Ici, la vigne pousse au milieu des vergers, les premières laitues
sont parfois plantées entre les ceps et ils n’ont pas fini de
récolter la sucrine d’un côté qu’ils sèment déjà les navets
de l’autre. Pas un mètre carré ne se perd, le coup de rotavator
gagne sur le chemin. À la nuit tombée, les tours d’eau en aval du
canal se négocient parfois à coups de bêche ou à coups de poings.
Les camions, les remorques, les fourgons qui partent au marché à 4
heures du matin sont chargés, jusqu’au sommet des ridelles, de
pèches, d’abricots, de tomates, de melons, d’aubergines, de
haricots… Les villages comptent des dizaines de commerçants, les
ouvriers logent où ils peuvent, il y a du travail pour tout le monde
et les saisonniers reviennent d’une année sur l’autre.
C’était il y a 40 ans, ce n’est rien 40 ans. Les chemins étaient
entretenus, les fossés étaient curés, les ruisseaux et les
rivières débarrassés des embâcles, les agriculteurs, les
artisans, les commerçants étaient pompiers volontaires et
laissaient leurs récoltes, leurs chantiers, leurs affaires quand, au
clocher de l’église, le tocsin retentissait.
La friche n’existait pas car la terre faisait vivre les gens d’ici,
tous les gens d’ici. Les écologistes non plus n’existaient pas,
à part dans le discours de quelques “hippies” qui repartaient
avant les premiers froids.
Et puis, le rouleau compresseur des importations déloyales a
traversé les Pyrénées, a usurpé nos marchés, a bénéficié de
la bénédiction des politiciens et, en moins de deux décennies, a
vidé nos vignes, nos vergers, nos jardins.
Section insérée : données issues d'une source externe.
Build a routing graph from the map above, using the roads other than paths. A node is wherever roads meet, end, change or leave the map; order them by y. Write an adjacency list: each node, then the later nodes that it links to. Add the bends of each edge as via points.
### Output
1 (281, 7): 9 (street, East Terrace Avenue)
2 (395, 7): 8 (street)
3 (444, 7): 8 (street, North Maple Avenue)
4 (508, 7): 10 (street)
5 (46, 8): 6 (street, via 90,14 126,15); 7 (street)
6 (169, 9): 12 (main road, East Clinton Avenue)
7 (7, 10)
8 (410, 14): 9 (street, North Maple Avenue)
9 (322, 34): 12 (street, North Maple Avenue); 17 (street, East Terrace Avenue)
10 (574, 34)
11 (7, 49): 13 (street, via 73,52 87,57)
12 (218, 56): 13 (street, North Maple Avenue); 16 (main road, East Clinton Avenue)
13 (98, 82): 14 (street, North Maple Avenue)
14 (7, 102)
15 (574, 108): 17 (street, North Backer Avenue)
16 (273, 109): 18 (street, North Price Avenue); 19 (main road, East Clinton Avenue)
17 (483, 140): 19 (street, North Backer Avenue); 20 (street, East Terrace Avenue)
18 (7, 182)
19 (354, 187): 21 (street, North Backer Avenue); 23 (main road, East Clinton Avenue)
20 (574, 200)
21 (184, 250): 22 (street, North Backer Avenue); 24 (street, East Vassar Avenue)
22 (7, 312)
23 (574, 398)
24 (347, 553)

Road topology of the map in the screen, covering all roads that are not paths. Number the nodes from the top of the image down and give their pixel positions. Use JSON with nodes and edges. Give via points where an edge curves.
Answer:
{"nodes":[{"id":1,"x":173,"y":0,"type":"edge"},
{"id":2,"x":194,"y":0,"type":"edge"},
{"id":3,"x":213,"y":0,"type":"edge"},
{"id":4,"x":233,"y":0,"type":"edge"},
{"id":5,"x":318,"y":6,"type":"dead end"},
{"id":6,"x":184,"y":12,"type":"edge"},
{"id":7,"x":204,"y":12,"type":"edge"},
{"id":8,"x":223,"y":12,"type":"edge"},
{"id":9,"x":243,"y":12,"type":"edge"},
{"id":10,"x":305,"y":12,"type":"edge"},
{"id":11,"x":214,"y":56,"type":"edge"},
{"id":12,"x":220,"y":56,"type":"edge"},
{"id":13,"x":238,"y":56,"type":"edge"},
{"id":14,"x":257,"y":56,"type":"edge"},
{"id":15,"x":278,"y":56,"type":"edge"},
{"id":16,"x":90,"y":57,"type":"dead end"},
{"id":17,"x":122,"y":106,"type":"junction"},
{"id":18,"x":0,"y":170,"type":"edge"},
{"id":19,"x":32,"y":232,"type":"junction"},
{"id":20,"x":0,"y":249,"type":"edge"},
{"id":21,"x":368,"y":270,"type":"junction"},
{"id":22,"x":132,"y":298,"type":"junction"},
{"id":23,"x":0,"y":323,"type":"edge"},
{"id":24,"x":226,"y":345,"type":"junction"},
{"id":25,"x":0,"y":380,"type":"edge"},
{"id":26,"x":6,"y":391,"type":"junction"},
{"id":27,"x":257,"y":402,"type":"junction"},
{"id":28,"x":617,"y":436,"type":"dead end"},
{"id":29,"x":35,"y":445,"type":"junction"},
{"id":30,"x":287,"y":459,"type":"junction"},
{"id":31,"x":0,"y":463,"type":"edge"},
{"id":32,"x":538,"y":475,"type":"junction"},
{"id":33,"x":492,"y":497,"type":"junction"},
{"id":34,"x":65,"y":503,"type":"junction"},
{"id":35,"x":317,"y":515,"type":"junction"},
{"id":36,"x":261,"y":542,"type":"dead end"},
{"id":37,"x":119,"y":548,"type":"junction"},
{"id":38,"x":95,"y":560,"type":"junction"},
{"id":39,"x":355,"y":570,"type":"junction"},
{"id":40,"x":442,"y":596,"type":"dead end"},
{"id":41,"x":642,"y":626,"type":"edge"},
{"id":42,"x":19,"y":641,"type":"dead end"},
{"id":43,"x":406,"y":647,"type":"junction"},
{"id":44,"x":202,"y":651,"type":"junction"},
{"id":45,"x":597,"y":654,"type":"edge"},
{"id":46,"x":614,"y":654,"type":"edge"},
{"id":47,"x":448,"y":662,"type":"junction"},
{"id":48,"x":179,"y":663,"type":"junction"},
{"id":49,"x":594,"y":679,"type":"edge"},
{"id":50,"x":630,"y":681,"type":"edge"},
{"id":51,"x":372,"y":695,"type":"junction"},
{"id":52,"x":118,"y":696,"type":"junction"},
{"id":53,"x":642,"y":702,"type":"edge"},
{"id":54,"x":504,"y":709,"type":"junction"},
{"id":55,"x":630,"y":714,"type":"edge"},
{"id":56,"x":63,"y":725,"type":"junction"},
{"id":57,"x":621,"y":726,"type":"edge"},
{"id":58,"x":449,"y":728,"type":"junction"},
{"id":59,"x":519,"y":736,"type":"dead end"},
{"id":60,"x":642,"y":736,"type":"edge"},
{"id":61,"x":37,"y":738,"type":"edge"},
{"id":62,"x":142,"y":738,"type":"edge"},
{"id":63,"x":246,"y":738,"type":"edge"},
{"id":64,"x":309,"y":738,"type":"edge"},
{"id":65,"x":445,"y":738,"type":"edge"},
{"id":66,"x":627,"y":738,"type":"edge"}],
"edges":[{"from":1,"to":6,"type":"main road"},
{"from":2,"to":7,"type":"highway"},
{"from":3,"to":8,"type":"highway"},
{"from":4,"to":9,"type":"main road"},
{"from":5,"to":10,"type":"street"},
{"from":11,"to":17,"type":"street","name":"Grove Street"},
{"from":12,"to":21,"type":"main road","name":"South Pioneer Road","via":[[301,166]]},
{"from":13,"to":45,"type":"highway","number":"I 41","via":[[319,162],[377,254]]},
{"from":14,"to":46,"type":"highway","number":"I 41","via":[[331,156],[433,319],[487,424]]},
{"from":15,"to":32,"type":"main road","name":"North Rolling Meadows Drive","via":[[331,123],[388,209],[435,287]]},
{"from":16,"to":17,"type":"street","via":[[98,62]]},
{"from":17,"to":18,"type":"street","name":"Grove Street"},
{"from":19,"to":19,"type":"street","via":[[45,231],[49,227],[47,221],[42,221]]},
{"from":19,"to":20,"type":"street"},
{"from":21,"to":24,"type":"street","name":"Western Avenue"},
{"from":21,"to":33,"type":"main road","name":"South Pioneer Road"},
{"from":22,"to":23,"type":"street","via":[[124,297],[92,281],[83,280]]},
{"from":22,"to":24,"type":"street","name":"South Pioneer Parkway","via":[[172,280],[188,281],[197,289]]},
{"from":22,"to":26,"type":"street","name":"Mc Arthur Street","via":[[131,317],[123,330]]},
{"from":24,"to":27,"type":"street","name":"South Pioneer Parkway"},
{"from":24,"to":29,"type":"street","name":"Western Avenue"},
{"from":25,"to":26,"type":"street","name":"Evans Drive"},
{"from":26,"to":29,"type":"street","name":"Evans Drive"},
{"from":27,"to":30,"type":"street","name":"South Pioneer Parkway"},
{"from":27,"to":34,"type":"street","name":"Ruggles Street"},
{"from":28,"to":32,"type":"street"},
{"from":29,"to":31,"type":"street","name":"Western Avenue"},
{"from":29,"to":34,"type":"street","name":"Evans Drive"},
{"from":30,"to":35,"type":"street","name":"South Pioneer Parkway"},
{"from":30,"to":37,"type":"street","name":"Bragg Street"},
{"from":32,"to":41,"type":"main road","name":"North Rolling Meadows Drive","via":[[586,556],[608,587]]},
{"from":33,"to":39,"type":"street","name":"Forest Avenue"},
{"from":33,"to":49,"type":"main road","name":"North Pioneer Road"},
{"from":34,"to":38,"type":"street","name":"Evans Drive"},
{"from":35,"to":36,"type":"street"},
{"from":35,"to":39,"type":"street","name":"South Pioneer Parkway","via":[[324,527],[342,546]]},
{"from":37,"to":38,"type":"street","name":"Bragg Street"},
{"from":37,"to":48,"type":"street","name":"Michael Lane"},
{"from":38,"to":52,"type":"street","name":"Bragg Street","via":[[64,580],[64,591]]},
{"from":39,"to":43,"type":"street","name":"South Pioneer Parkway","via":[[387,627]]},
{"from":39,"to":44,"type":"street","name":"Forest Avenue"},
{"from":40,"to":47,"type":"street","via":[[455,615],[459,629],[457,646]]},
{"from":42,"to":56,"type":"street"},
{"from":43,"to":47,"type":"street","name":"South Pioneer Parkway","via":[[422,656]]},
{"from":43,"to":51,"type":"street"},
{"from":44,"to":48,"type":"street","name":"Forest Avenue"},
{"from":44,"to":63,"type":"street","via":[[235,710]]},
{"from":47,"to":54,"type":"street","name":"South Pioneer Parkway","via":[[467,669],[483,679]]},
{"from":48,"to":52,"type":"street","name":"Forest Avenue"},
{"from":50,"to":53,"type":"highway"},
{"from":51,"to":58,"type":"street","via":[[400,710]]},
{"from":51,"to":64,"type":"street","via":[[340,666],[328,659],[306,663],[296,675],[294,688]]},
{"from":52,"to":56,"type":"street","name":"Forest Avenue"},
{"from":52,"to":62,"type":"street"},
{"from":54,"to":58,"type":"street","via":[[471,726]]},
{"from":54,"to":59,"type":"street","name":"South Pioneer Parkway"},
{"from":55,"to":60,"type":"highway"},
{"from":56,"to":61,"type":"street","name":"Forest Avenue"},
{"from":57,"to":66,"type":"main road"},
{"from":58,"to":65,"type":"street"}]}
Le fenouil sauvage, l’ambroisie, le chénopode, le lierre, l’ortie,
le séneçon, l’herbe des pampas, le coquelicot, le pourpier, le
roseau, le genêt, et, entre autres plantes invasives, l’acacia ont
colonisé les terres arables, les chemins se sont refermés, les
agriculteurs sont devenus employés municipaux ou ont trouvé du
travail en ville, les commerçants ont plié boutique, les artisans
ont fermé leurs ateliers, les vieux ne sortent plus leurs chaises le
soir venu pour prendre le frais.
Et partout, partout la friche avance, qui entoure les lotissements,
héberge le gibier, le rat, le serpent, le frigo abandonné, le petit
trafic de drogue à la nuit tombée, l’allumette qui finira par
tout emporter.
40 ans, ce n’est pas grand-chose 40 ans. Mais cela suffit pour
sacrifier un territoire avec, de surcroît, des environnementalistes
qui, pour le préserver, prônent son ensauvagement, la protection de
quelques orchidées et l’interdiction, sur plusieurs hectares, de
travailler les terres où l’une d’elle a été repérée.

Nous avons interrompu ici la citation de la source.